> LISTED ENTRIES:
:::

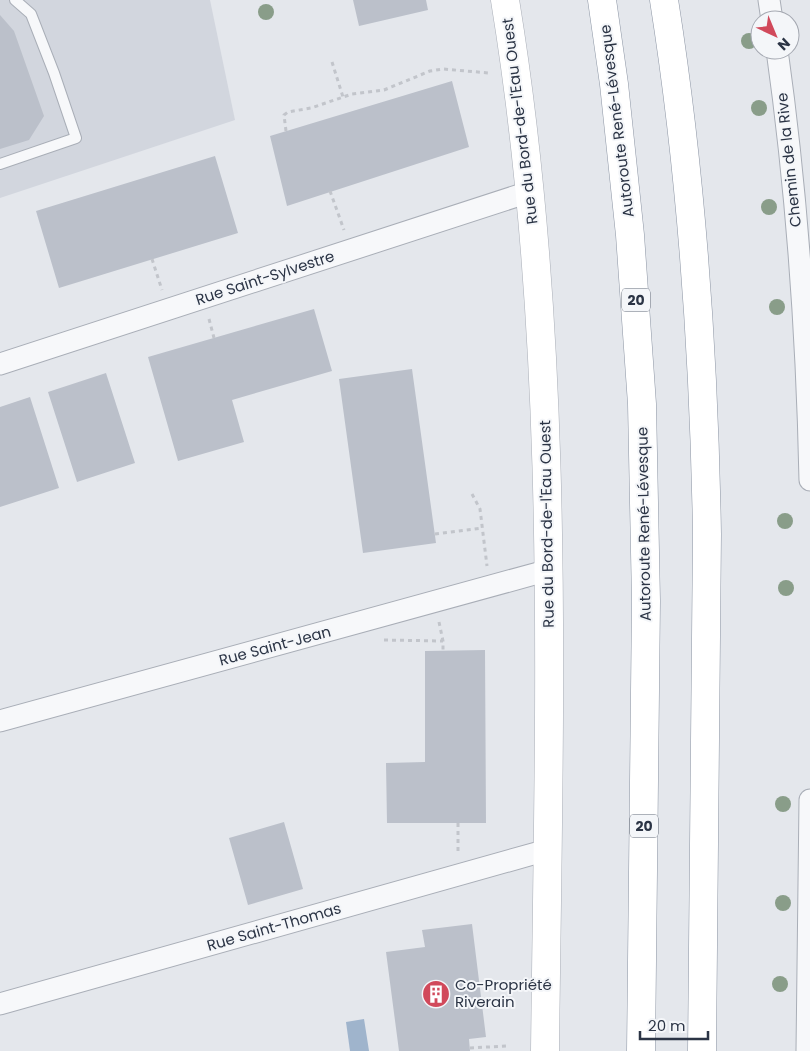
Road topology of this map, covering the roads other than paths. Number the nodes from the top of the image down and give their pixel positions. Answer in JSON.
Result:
{"nodes":[{"id":1,"x":15,"y":0,"type":"edge"},
{"id":2,"x":505,"y":0,"type":"edge"},
{"id":3,"x":602,"y":0,"type":"edge"},
{"id":4,"x":664,"y":0,"type":"edge"},
{"id":5,"x":778,"y":60,"type":"edge"},
{"id":6,"x":0,"y":164,"type":"edge"},
{"id":7,"x":529,"y":192,"type":"junction"},
{"id":8,"x":0,"y":364,"type":"edge"},
{"id":9,"x":810,"y":480,"type":"edge"},
{"id":10,"x":549,"y":570,"type":"junction"},
{"id":11,"x":0,"y":721,"type":"edge"},
{"id":12,"x":810,"y":800,"type":"edge"},
{"id":13,"x":547,"y":850,"type":"junction"},
{"id":14,"x":0,"y":1004,"type":"edge"},
{"id":15,"x":545,"y":1051,"type":"edge"},
{"id":16,"x":641,"y":1051,"type":"edge"},
{"id":17,"x":702,"y":1051,"type":"edge"},
{"id":18,"x":807,"y":1051,"type":"edge"}],
"edges":[{"from":1,"to":6,"type":"lane"},
{"from":2,"to":7,"type":"main road","name":"Rue du Bord-de-l'Eau Ouest"},
{"from":3,"to":16,"type":"main road","name":"Autoroute René-Lévesque","number":"20"},
{"from":4,"to":17,"type":"main road"},
{"from":5,"to":9,"type":"street","name":"Chemin de la Rive"},
{"from":7,"to":8,"type":"street","name":"Rue Saint-Sylvestre"},
{"from":7,"to":10,"type":"main road","name":"Rue du Bord-de-l'Eau Ouest"},
{"from":10,"to":11,"type":"street","name":"Rue Saint-Jean"},
{"from":10,"to":13,"type":"main road","name":"Rue du Bord-de-l'Eau Ouest"},
{"from":12,"to":18,"type":"street"},
{"from":13,"to":14,"type":"street","name":"Rue Saint-Thomas"},
{"from":13,"to":15,"type":"main road","name":"Rue du Bord-de-l'Eau Ouest"}]}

:::

> TASK TO COMPLETE: Each line of the listing is to be retyped exactly, and its pictures are to be dropped.

> ANSWER AREA:
Road topology of this map, covering the roads other than paths. Number the nodes from the top of the image down and give their pixel positions. Answer in JSON.
Result:
{"nodes":[{"id":1,"x":15,"y":0,"type":"edge"},
{"id":2,"x":505,"y":0,"type":"edge"},
{"id":3,"x":602,"y":0,"type":"edge"},
{"id":4,"x":664,"y":0,"type":"edge"},
{"id":5,"x":778,"y":60,"type":"edge"},
{"id":6,"x":0,"y":164,"type":"edge"},
{"id":7,"x":529,"y":192,"type":"junction"},
{"id":8,"x":0,"y":364,"type":"edge"},
{"id":9,"x":810,"y":480,"type":"edge"},
{"id":10,"x":549,"y":570,"type":"junction"},
{"id":11,"x":0,"y":721,"type":"edge"},
{"id":12,"x":810,"y":800,"type":"edge"},
{"id":13,"x":547,"y":850,"type":"junction"},
{"id":14,"x":0,"y":1004,"type":"edge"},
{"id":15,"x":545,"y":1051,"type":"edge"},
{"id":16,"x":641,"y":1051,"type":"edge"},
{"id":17,"x":702,"y":1051,"type":"edge"},
{"id":18,"x":807,"y":1051,"type":"edge"}],
"edges":[{"from":1,"to":6,"type":"lane"},
{"from":2,"to":7,"type":"main road","name":"Rue du Bord-de-l'Eau Ouest"},
{"from":3,"to":16,"type":"main road","name":"Autoroute René-Lévesque","number":"20"},
{"from":4,"to":17,"type":"main road"},
{"from":5,"to":9,"type":"street","name":"Chemin de la Rive"},
{"from":7,"to":8,"type":"street","name":"Rue Saint-Sylvestre"},
{"from":7,"to":10,"type":"main road","name":"Rue du Bord-de-l'Eau Ouest"},
{"from":10,"to":11,"type":"street","name":"Rue Saint-Jean"},
{"from":10,"to":13,"type":"main road","name":"Rue du Bord-de-l'Eau Ouest"},
{"from":12,"to":18,"type":"street"},
{"from":13,"to":14,"type":"street","name":"Rue Saint-Thomas"},
{"from":13,"to":15,"type":"main road","name":"Rue du Bord-de-l'Eau Ouest"}]}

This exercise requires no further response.